§ **DIRECTIONS**:
Read the lines below, and copy any that contain the string "junctions".

[Collected data]
*-*-*

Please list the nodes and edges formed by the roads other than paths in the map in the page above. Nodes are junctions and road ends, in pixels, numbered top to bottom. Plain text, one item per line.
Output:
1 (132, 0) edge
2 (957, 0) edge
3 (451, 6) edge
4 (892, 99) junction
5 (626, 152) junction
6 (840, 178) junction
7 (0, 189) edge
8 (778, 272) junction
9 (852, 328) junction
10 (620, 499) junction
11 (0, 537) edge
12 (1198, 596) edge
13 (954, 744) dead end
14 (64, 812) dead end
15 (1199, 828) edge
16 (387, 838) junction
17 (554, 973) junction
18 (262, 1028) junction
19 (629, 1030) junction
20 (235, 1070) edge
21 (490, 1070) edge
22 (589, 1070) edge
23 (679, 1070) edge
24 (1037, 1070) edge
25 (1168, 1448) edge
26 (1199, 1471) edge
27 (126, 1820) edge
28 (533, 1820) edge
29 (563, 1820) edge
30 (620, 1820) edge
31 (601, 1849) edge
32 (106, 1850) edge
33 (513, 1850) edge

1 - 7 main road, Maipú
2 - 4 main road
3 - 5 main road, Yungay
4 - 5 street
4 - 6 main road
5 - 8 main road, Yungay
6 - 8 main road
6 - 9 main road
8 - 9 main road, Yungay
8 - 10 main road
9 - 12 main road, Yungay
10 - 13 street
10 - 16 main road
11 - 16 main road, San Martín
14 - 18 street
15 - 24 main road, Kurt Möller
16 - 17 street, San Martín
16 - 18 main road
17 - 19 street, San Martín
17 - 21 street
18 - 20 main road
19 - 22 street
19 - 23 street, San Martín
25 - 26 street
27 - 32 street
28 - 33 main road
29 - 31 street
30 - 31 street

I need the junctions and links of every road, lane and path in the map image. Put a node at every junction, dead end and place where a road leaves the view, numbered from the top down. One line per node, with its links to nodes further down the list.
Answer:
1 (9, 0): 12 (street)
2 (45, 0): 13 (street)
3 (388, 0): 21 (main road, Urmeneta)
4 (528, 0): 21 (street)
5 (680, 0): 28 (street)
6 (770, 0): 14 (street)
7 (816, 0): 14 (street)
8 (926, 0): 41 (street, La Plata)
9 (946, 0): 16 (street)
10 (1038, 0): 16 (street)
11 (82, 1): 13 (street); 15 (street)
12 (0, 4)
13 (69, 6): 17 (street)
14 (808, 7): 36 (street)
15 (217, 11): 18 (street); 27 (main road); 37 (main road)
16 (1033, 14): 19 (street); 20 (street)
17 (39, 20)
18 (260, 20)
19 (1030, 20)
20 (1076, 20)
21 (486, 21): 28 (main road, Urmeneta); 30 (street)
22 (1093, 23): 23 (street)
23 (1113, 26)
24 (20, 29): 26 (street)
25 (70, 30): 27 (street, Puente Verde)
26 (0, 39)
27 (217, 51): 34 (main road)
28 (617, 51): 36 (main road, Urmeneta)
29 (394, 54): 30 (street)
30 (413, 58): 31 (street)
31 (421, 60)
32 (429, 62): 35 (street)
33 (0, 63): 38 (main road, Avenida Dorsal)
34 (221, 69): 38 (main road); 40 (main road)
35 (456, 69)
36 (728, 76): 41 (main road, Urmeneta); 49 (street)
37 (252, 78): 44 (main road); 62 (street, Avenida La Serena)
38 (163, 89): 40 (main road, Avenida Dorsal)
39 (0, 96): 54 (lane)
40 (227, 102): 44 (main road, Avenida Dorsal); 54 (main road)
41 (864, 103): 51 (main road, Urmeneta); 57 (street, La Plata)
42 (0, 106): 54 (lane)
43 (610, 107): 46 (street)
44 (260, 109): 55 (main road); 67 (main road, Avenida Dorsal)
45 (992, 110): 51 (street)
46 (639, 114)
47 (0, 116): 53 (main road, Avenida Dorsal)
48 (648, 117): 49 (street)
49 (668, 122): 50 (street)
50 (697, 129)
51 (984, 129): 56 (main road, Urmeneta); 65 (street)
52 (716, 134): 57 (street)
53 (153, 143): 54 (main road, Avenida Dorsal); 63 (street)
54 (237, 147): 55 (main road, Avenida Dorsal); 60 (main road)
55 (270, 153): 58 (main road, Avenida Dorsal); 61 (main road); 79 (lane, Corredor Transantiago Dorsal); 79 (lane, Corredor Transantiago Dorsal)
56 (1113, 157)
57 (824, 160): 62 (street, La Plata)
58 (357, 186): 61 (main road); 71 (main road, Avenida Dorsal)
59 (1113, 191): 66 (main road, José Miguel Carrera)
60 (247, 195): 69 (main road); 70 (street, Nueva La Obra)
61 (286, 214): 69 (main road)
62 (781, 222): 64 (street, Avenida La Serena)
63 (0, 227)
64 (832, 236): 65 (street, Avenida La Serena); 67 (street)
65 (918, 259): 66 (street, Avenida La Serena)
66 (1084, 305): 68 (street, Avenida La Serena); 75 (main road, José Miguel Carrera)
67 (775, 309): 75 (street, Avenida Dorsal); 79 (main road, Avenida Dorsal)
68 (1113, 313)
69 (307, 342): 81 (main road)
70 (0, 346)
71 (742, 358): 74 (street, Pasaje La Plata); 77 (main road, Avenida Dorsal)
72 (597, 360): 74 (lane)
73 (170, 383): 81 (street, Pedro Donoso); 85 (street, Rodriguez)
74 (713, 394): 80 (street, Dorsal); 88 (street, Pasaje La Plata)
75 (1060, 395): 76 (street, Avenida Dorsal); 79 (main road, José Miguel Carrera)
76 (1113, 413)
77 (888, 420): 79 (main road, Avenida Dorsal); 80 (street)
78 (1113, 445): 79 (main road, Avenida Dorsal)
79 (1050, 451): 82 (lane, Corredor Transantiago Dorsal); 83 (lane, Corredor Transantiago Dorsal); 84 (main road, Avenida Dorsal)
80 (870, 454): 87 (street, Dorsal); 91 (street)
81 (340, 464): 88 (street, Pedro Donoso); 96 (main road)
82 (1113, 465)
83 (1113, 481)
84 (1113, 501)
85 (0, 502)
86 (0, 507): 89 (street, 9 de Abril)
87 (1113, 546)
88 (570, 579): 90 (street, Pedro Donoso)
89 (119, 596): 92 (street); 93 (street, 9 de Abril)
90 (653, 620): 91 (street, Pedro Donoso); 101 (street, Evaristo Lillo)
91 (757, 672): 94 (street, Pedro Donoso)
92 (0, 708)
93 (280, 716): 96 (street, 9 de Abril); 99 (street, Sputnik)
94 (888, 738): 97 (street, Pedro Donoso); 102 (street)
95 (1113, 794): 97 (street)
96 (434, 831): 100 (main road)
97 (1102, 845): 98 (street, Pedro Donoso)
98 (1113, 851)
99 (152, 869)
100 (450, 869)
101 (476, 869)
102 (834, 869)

*-*-*

§ **RESULT FOR THIS TASK**:
Please list the nodes and edges formed by the roads other than paths in the map in the page above. Nodes are junctions and road ends, in pixels, numbered top to bottom. Plain text, one item per line.
I need the junctions and links of every road, lane and path in the map image. Put a node at every junction, dead end and place where a road leaves the view, numbered from the top down. One line per node, with its links to nodes further down the list.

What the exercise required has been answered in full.